Time went by, but Ana silently held out a small bit of hope that one day she would be able to help Erica live a normal life. That small bit of hope went a long way with a big twist of fate. A new neighbor that worked at a nearby hospital moved next door to Ana and her family. The neighbor immediately noticed Erica’s cleft and told Ana about the hospital’s partnership with Smile Train. Erica would be able to receive cleft surgery, free of charge. Without hesitation, Ana brought her daughter to St. Elizabeth’s Hospital for evaluation and to schedule her surgery. The long wait for help was finally over.

Smile Train patient Erica Palomo before and after free cleft lip surgery

This Christmas, more than a year after her surgery, 3-year-old Erica will happily celebrate her smile with her family. Erica is not only beautiful, but her confidence has been boosted. She now loves playing with other children, instead of shyly hiding in a corner. Ana explained sweetly,

After the surgery you can catch Erica glancing at herself in the mirror and touching her upper lips while smiling.”

Ana and her family are so grateful during this holiday season and wish that Smile Train can continue to share the same miracle with other children with clefts around the world. Free cleft surgery is the best gift these children can receive.

Smile Train’s 750,000th Surgery – Jhoanna Galut

Quezon City, PhilippinesYesterday, Smile Train announced our 750,000th free cleft surgery since our founding in 1999. Jhoanna Galut was chosen to represent this amazing “smilestone.” This is her story.

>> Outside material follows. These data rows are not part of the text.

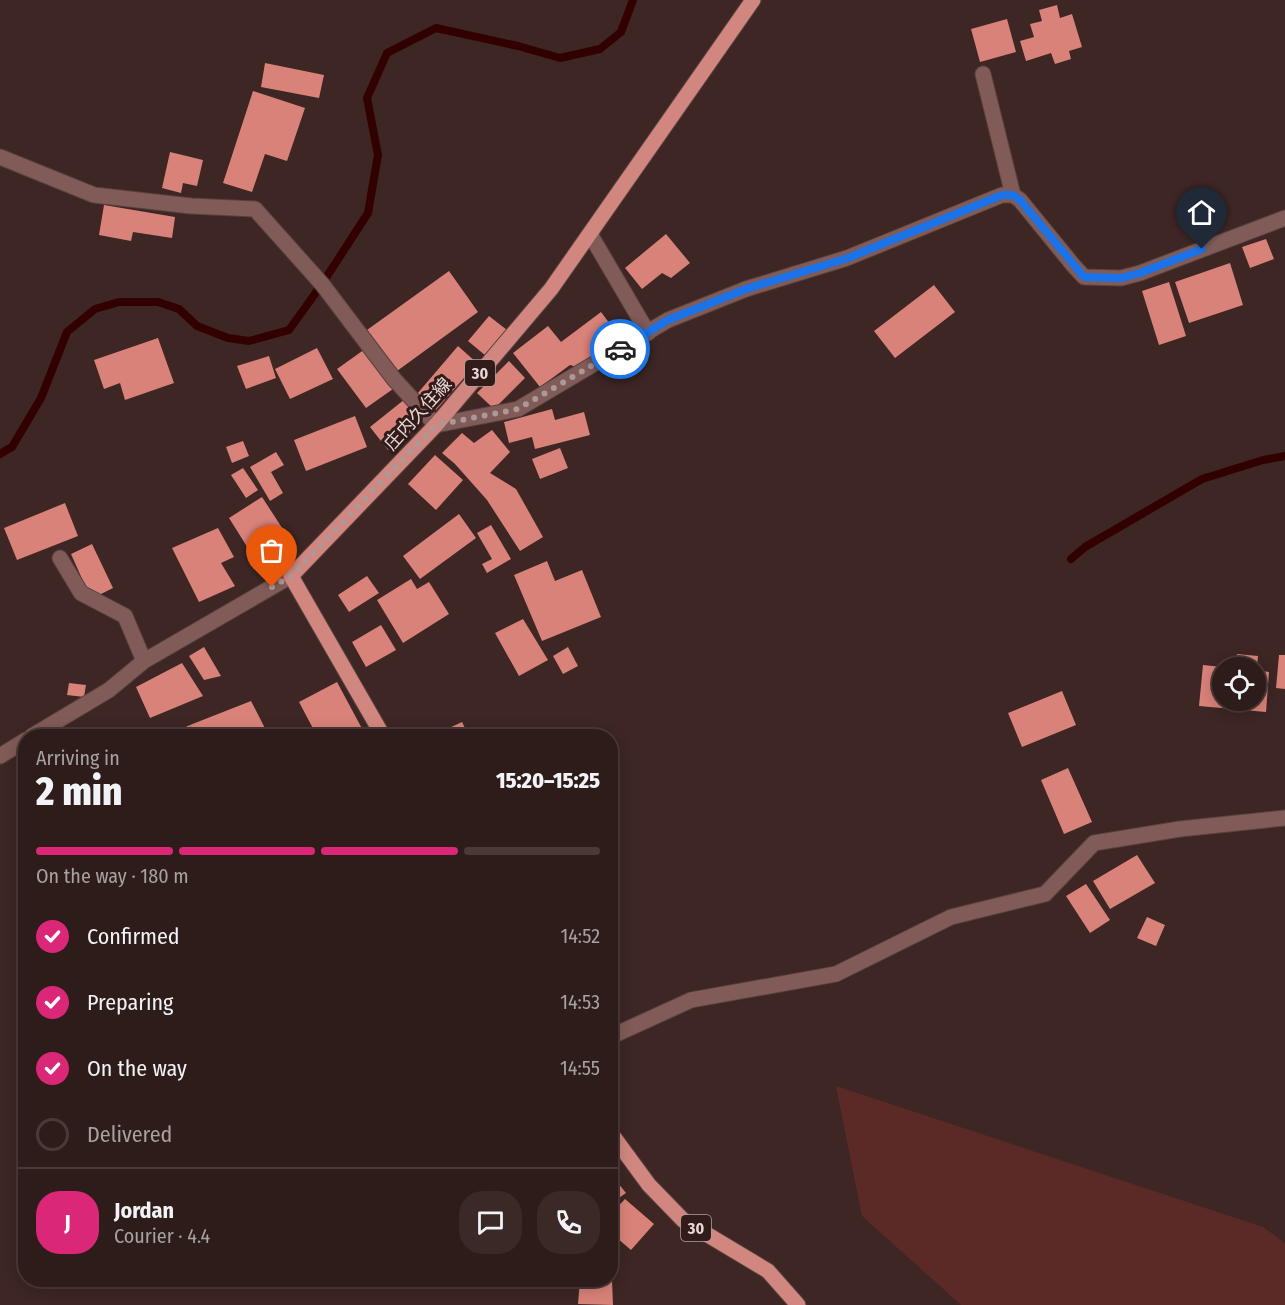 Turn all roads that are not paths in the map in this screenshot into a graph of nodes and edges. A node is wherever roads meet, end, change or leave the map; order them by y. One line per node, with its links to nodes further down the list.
1 (753, 0): 6 (main road, 庄内久住線 / 30)
2 (983, 74): 4 (street)
3 (0, 157): 8 (street)
4 (1013, 195): 5 (street); 7 (street)
5 (1285, 218)
6 (590, 234): 7 (street); 8 (main road, 庄内久住線 / 30)
7 (648, 333): 8 (street)
8 (436, 425): 10 (main road, 庄内久住線 / 30)
9 (60, 558): 11 (street)
10 (291, 576): 11 (street); 13 (main road)
11 (144, 661): 12 (street)
12 (44, 729)
13 (379, 729)
14 (18, 745): 15 (street)
15 (0, 756)
16 (1285, 818): 17 (street)
17 (618, 1032)
18 (618, 1143): 19 (main road, 30)
19 (798, 1305) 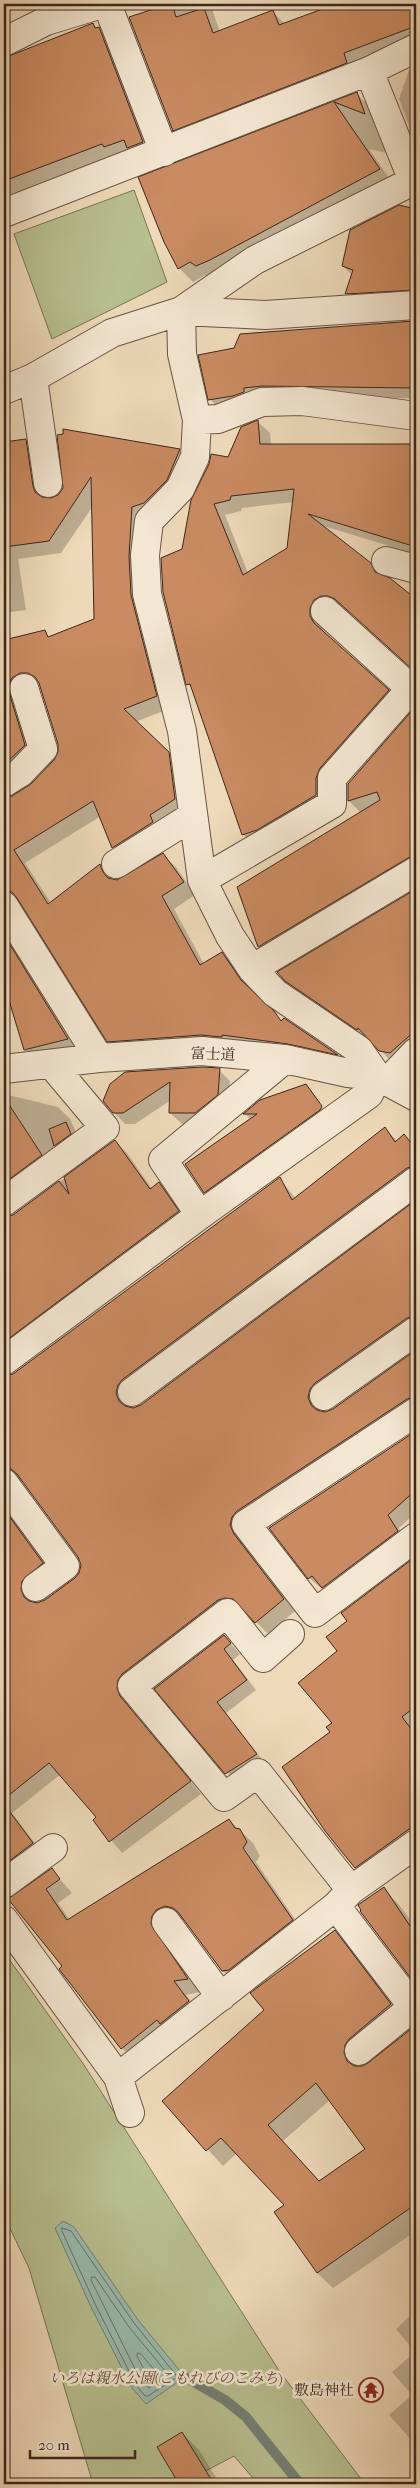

Smile Train's 750,000th Patient Jhoanna After Surgery

As Jhoanna Galut began to approach her 6th birthday, she had little to celebrate. The 4th of 6 children born to a poor family living off $2 a day, Jhoanna suffered from a unilateral cleft lip as well as asthma. Her asthma turned out to be almost as much of a curse as her cleft lip.

Jhoanna’ asthma and very thin frame caused her to fail to pass the medical examination during a free cleft surgery camp organized by an army unit. The cancellation of her surgery at the camp, sent her family into despair. Things only got worse when she got older and local kids began to make fun of her cleft. Perhaps saddest of all, it wasn’t just school kids who made fun of Jhoanna — her mother frequently got into fights with her neighbors over Jhoanna’s cleft.

One day, Jhoanna’s mother brought her youngest child to the hospital for a check up and found literature about Smile Train’s free cleft surgery program at Philippine Band of Mercy. Her hope returned, and when they arrived home, they packed their backs immediately.

Jhoanna had grown strong enough to pass the medical examination and finally received free cleft lip surgery at the hands of Dr. Gilbert Esquejo of Philippine Band of Mercy. With her bright new smile, Jhoana is anxiously looking forward to school and hopes to one day become a teacher.